Let the line 2x + 3y – 30 = 0 divide the join of A(3, 4) and B(7, 8) at point C(p, q) in the ratio k : 1. Then,
p = \(\frac{7k+3}{k+1}\), q = \(\frac{8k+4}{k+1}\)
As the point C lies on the line 2x + 3y – 30 = 0, it satisfies the given equation, i.e,
2 x \(\bigg(\frac{7k+3}{k+1}\bigg)\) + 3\(\bigg(\frac{8k+4}{k+1}\bigg)\) - 30 = 0
⇒ 14k + 6 + 24k + 12 – 30k – 30 = 0
⇒ 8k – 12 = 0 ⇒ k = \(\frac{12}{8}\) = \(\frac{3}{2}\)

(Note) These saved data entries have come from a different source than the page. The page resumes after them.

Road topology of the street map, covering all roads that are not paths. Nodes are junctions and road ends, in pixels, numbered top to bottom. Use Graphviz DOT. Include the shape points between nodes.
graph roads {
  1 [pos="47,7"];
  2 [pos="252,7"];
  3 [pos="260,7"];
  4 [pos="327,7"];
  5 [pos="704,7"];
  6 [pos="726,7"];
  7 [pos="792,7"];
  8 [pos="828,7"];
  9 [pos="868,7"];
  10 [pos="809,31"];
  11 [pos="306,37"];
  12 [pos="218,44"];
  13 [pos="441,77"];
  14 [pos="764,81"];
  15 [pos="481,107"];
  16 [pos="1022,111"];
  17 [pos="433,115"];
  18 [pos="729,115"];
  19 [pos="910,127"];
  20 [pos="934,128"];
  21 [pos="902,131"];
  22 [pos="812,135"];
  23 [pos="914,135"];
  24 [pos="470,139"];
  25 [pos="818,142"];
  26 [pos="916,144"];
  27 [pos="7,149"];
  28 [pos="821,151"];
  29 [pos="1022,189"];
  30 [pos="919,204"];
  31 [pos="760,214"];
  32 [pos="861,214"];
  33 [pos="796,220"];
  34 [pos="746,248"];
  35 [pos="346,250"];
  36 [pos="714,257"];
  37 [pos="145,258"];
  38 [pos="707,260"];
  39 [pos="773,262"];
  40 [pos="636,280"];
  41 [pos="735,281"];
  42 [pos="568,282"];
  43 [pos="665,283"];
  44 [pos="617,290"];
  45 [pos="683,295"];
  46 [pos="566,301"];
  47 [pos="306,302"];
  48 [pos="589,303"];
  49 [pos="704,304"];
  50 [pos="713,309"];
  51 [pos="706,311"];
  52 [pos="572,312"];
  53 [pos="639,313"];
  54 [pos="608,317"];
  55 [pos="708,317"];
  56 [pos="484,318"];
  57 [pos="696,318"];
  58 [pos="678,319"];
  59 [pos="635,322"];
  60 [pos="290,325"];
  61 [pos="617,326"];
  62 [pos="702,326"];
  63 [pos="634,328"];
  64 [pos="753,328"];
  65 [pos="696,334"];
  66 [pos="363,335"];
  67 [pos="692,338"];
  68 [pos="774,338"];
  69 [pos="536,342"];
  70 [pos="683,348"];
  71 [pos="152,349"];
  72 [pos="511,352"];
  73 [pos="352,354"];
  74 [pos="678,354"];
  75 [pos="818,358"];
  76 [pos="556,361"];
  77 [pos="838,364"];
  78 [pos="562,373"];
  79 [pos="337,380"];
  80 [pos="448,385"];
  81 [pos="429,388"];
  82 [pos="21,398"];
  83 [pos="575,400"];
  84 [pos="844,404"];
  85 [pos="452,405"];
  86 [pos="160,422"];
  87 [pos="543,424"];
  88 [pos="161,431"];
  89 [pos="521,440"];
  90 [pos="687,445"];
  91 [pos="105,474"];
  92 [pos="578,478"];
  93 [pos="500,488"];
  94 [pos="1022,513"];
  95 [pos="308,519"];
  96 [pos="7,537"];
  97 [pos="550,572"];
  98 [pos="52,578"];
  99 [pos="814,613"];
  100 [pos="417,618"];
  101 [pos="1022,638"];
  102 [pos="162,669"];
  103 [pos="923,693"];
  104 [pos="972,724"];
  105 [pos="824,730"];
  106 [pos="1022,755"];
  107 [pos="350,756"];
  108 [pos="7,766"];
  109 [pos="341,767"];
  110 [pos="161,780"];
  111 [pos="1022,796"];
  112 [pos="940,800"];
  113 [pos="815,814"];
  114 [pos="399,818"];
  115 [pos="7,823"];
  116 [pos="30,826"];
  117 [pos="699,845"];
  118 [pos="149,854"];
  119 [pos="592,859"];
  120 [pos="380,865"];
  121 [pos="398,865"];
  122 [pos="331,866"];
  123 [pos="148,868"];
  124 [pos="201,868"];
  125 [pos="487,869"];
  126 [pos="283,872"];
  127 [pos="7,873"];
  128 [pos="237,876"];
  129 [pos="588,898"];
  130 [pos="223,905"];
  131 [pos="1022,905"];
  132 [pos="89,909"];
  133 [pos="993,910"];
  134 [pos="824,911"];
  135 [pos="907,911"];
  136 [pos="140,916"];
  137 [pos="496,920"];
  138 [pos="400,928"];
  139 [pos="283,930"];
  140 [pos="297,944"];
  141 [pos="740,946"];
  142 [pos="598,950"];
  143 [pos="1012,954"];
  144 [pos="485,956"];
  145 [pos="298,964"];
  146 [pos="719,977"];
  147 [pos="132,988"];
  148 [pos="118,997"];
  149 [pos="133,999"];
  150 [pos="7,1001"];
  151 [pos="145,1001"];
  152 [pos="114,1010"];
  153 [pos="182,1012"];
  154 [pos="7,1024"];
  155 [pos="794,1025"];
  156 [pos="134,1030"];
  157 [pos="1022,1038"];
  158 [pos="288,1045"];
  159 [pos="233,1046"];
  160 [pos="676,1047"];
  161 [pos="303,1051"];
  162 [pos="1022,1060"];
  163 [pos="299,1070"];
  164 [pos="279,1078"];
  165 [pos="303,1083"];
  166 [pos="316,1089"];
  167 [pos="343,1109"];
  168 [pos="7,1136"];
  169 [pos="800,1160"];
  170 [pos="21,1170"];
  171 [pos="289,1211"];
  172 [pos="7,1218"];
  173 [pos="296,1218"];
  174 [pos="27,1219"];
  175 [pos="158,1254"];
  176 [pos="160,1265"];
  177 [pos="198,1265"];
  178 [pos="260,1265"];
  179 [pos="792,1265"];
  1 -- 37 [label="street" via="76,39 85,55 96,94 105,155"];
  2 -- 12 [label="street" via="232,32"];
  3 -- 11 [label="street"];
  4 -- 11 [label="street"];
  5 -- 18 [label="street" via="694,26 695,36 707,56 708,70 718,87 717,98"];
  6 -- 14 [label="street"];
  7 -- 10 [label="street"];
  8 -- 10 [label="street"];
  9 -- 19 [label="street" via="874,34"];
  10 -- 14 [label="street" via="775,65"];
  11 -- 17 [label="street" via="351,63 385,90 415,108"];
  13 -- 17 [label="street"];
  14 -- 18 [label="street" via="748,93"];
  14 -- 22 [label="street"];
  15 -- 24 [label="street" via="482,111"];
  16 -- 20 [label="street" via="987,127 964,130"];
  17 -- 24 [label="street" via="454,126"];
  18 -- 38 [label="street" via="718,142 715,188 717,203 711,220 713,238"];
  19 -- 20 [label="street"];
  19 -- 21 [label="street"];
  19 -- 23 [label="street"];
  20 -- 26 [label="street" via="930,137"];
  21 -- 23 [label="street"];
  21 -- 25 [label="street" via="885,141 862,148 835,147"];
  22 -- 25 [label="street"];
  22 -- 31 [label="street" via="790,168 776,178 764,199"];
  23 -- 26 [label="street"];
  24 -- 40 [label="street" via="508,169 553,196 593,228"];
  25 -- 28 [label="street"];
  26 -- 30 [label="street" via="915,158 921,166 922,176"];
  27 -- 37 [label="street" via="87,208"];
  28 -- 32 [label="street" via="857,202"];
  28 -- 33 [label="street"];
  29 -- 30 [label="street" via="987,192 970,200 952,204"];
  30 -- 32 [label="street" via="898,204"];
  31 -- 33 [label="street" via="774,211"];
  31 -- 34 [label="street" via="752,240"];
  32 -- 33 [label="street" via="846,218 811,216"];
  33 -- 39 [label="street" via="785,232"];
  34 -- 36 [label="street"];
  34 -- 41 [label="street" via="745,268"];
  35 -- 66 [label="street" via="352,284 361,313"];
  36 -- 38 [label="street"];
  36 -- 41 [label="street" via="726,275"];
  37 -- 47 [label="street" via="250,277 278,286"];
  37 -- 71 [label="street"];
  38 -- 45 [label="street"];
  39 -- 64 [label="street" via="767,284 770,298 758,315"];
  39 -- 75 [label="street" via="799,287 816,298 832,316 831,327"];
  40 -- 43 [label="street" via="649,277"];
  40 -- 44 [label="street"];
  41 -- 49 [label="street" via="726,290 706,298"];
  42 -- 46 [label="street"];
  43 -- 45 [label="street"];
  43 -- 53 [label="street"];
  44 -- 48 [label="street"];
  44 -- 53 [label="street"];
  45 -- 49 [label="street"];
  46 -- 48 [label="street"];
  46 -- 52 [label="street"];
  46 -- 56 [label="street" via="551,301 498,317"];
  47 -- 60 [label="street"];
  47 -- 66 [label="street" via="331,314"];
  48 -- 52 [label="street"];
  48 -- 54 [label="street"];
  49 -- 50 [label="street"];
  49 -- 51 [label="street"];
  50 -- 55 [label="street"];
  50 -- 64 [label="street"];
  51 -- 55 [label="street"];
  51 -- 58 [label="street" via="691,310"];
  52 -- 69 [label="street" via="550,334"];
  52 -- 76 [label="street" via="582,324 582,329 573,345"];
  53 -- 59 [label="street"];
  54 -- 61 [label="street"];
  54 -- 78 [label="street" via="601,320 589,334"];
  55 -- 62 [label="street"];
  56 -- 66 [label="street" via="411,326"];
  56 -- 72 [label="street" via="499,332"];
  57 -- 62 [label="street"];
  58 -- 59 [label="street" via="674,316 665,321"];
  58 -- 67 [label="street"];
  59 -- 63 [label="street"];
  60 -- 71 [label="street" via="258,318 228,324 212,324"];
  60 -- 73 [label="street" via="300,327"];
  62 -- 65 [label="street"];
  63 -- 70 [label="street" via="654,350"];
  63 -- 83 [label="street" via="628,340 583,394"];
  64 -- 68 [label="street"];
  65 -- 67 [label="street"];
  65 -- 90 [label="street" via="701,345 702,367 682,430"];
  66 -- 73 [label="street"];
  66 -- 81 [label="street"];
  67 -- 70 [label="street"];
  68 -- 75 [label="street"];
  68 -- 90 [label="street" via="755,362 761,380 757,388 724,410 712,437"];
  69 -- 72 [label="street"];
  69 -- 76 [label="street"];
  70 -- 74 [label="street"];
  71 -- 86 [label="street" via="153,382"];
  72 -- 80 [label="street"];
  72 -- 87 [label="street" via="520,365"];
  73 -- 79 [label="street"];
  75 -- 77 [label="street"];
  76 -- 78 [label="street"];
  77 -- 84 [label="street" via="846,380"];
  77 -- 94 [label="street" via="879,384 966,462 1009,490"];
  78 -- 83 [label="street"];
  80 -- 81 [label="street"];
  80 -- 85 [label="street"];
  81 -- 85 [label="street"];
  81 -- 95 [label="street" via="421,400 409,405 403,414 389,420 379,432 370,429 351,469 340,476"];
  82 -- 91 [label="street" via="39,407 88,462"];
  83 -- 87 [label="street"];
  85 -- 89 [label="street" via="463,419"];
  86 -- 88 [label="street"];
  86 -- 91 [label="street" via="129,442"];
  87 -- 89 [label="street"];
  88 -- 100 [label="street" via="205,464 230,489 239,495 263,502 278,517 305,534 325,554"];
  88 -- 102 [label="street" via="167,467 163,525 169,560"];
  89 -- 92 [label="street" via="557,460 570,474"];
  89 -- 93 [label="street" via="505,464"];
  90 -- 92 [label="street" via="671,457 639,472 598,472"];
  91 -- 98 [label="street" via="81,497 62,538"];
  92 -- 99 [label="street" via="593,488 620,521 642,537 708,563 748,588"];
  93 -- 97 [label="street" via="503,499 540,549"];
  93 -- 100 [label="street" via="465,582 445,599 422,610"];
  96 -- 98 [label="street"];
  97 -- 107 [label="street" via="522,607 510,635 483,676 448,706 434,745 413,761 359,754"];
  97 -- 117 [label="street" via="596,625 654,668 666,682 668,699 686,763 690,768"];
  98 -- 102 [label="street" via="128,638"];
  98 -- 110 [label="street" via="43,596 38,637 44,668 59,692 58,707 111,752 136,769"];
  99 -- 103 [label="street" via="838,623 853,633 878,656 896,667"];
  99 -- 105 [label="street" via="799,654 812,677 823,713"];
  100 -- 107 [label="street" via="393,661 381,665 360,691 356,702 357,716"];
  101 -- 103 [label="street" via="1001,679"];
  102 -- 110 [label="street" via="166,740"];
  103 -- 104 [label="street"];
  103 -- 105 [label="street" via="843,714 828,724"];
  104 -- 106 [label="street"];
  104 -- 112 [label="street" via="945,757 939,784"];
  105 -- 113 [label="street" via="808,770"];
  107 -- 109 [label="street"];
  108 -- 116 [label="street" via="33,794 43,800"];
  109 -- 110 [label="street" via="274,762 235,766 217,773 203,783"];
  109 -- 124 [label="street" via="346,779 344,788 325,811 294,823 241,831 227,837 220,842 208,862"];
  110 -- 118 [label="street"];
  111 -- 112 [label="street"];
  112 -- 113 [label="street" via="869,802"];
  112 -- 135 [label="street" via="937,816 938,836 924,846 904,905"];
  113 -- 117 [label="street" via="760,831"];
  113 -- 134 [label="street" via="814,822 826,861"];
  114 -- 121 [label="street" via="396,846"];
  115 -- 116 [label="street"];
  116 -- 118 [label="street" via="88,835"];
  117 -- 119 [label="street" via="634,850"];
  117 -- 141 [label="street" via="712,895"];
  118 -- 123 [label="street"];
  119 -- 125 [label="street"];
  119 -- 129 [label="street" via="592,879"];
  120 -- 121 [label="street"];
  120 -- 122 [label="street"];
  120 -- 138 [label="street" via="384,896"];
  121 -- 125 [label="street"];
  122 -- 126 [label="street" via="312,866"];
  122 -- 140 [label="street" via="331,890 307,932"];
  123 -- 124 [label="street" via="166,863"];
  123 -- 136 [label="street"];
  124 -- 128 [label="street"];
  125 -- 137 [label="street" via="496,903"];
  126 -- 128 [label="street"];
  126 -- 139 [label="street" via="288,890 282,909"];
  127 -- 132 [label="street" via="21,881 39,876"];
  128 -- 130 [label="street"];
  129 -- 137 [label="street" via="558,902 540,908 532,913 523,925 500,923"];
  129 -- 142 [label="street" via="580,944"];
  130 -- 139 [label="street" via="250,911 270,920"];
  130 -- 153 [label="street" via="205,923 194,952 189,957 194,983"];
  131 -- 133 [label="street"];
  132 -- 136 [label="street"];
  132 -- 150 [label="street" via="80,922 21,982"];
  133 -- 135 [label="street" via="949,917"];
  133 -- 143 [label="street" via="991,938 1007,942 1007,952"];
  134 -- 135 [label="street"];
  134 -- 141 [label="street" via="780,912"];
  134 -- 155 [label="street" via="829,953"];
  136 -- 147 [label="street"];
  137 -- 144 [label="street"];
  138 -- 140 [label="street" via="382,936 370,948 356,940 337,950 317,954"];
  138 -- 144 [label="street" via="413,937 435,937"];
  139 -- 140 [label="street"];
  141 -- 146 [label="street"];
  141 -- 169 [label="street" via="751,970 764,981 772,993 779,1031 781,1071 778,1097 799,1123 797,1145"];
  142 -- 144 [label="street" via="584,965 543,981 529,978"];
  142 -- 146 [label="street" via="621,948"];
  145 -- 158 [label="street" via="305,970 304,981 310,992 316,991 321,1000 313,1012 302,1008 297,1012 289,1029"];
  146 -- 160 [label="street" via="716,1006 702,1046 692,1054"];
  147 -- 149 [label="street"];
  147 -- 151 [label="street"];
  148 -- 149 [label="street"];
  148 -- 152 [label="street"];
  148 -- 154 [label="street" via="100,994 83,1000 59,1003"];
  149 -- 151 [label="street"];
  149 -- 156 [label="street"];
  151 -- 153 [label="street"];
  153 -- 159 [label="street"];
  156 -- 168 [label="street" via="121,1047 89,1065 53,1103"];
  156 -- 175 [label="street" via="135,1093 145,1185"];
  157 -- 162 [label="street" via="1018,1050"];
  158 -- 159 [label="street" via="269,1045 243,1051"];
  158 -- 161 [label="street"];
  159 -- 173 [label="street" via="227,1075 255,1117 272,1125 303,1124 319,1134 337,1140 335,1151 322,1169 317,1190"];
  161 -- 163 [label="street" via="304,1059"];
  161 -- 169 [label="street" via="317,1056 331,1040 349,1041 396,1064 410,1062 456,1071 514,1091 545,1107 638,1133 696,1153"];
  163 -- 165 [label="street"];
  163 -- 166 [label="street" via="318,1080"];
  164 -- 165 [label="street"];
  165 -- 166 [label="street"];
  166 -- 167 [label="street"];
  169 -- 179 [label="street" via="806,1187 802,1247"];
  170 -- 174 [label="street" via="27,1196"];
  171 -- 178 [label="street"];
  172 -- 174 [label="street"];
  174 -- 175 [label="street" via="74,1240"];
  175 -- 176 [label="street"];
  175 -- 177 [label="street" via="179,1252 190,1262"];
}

∴ The line 2x + 3y – 30 = 0 divides the line joining A(3, 4) and B(7, 8) in the ratio \(\frac{3}{2}\) : 1. i.e. 3 : 2 at C.
Now the co-ordinates of C are \(\bigg(\frac{7\times\frac{3}{2}+3}{\frac{3}{2}+1},\frac{8\times\frac{3}{2}+4}{\frac{3}{2}+1}\bigg)\) = \(\big(\frac{27}{5},\frac{32}{5}\big)\).